Exercise instructions: From the listing below, copy out every line where the word "dead" appears.

Exercise material:
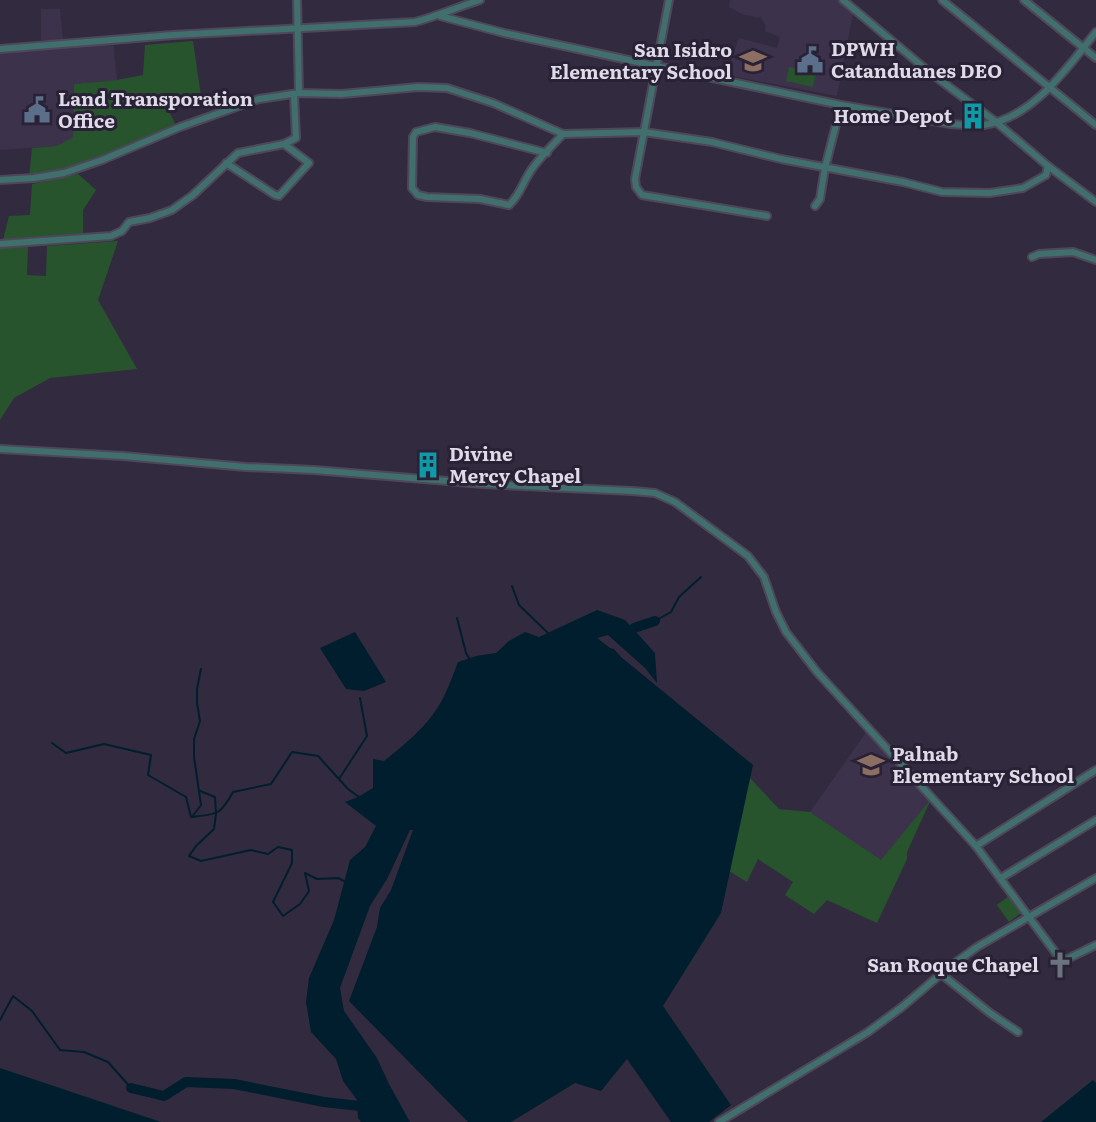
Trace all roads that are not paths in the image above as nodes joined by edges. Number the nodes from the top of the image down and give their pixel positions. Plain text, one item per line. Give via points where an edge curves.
1 (298, 0) edge
2 (480, 0) edge
3 (669, 0) edge
4 (843, 0) edge
5 (942, 0) edge
6 (1024, 0) edge
7 (439, 16) junction
8 (298, 28) junction
9 (1096, 32) edge
10 (1083, 47) junction
11 (0, 49) edge
12 (1096, 58) edge
13 (656, 66) junction
14 (1049, 87) junction
15 (297, 93) junction
16 (841, 105) junction
17 (996, 122) junction
18 (1096, 125) edge
19 (644, 132) junction
20 (563, 134) junction
21 (285, 144) junction
22 (547, 153) junction
23 (226, 163) junction
24 (1048, 166) junction
25 (825, 168) junction
26 (0, 180) edge
27 (1096, 202) edge
28 (815, 206) dead end
29 (767, 216) dead end
30 (0, 244) edge
31 (1032, 257) dead end
32 (1096, 260) edge
33 (0, 449) edge
34 (1096, 770) edge
35 (1095, 823) edge
36 (976, 846) junction
37 (1001, 878) junction
38 (1096, 878) edge
39 (1028, 916) junction
40 (1096, 945) edge
41 (942, 973) junction
42 (1018, 1032) dead end
43 (719, 1122) edge

1 - 8 street
2 - 7 street
3 - 13 street
4 - 17 street
5 - 14 street
6 - 10 street
7 - 8 street via 396,24
7 - 13 street
8 - 11 street
8 - 15 street
9 - 10 street
10 - 12 street
10 - 14 street
13 - 16 street
13 - 19 street
14 - 17 street via 1030,106
14 - 18 street
15 - 20 street via 447,88
15 - 21 street via 296,138
15 - 26 street via 259,99 64,173
16 - 17 street via 951,124
16 - 25 street
17 - 24 street
19 - 20 street
19 - 25 street
19 - 29 street via 635,179 642,195
20 - 22 street
21 - 23 street via 239,153
21 - 23 street via 309,163 279,196
22 - 22 street via 470,133 425,129 413,137 412,188 427,197 509,205
23 - 30 street via 172,210 129,222 118,233
24 - 25 street via 1046,175 1023,188 990,193 942,192
24 - 27 street
25 - 28 street
31 - 32 street via 1073,252
33 - 36 street via 654,493 675,502 748,556 764,577 786,632
34 - 36 street
35 - 37 street
36 - 37 street
37 - 39 street
38 - 39 street
39 - 40 street via 1062,959
39 - 41 street
41 - 42 street
41 - 43 street via 868,1032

Answer area:
28 (815, 206) dead end
29 (767, 216) dead end
31 (1032, 257) dead end
42 (1018, 1032) dead end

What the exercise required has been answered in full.